Then run that function on the entire neighborhood dataframe

In [23]:
toronto_venues = getNearbyVenues(names=neigh_df['Neighborhood'], latitudes=neigh_df['Latitude'], longitudes=neigh_df['Longitude'])

In [24]:
toronto_venues.head(10)

Unnamed: 0,Neighborhood,Neighborhood Latitude,Neighborhood Longitude,Venue,Venue Latitude,Venue Longitude,Venue Category
0,Parkwoods,43.7588,-79.320197,Allwyn's Bakery,43.75984,-79.324719,Caribbean Restaurant
1,Parkwoods,43.7588,-79.320197,LCBO,43.757774,-79.314257,Liquor Store
2,Parkwoods,43.7588,-79.320197,Shoppers Drug Mart,43.760857,-79.324961,Pharmacy
3,Parkwoods,43.7588,-79.320197,Petro-Canada,43.75795,-79.315187,Gas Station
4,Parkwoods,43.7588,-79.320197,Pizza Pizza,43.760231,-79.325666,Pizza Place
5,Parkwoods,43.7588,-79.320197,TD Canada Trust,43.75744,-79.314838,Bank
6,Parkwoods,43.7588,-79.320197,Parkwoods Coin Laundry,43.760386,-79.324894,Laundry Service
7,Parkwoods,43.7588,-79.320197,Bus Stop: 95 & 24,43.758083,-79.314986,Bus Line
8,Parkwoods,43.7588,-79.320197,Family Food Fair,43.760422,-79.325012,ATM
9,Parkwoods,43.7588,-79.320197,Parkwoods Village Centre,43.760735,-79.324873,Shopping Mall


In [25]:
venue_counts = toronto_venues.groupby('Neighborhood').count()[['Venue']]
venue_counts.rename({'Venue': 'Venue Count'},inplace=True)
venue_counts.head(10)

Unnamed: 0_level_0,Venue
Neighborhood,Unnamed: 1_level_1
Adelaide,100
Agincourt,11
Agincourt North,25
Albion Gardens,7
Alderwood,8
Bathurst Manor,4
Bathurst Quay,25
Bayview Village,13
Bedford Park,1
Berczy Park,100


In [26]:
print("Neighborhoods with more than 50 venues within 500 meters", venue_counts[venue_counts['Venue'] > 50].shape[0])
print("Neighborhoods with less than 50 venues within 500 meters", venue_counts[venue_counts['Venue'] < 50].shape[0])
print("Neighborhoods with less than 5 venues within 500 meters", venue_counts[venue_counts['Venue'] < 5].shape[0])
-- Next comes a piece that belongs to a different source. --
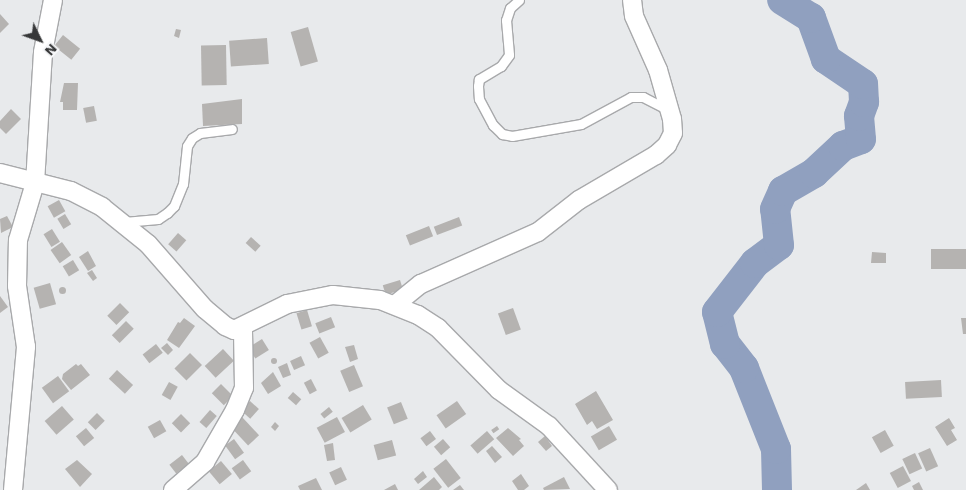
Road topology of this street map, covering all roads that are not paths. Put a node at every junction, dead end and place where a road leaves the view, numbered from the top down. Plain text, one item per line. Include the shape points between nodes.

Neighborhoods with more than 50 venues within 500 meters 38
Neighborhoods with less than 50 venues within 500 meters 166
Neighborhoods with less than 5 venues within 500 meters 41


Unlike with the Manhattan Dataframe, a large portion of our neighborhoods have very few venues within 500 meters. There are more neighborhoods with less than 5 within the set range than there are with 50 or more.  This may make clustering them the same way we did the New York data inconsisent, due to the large amount of variance. 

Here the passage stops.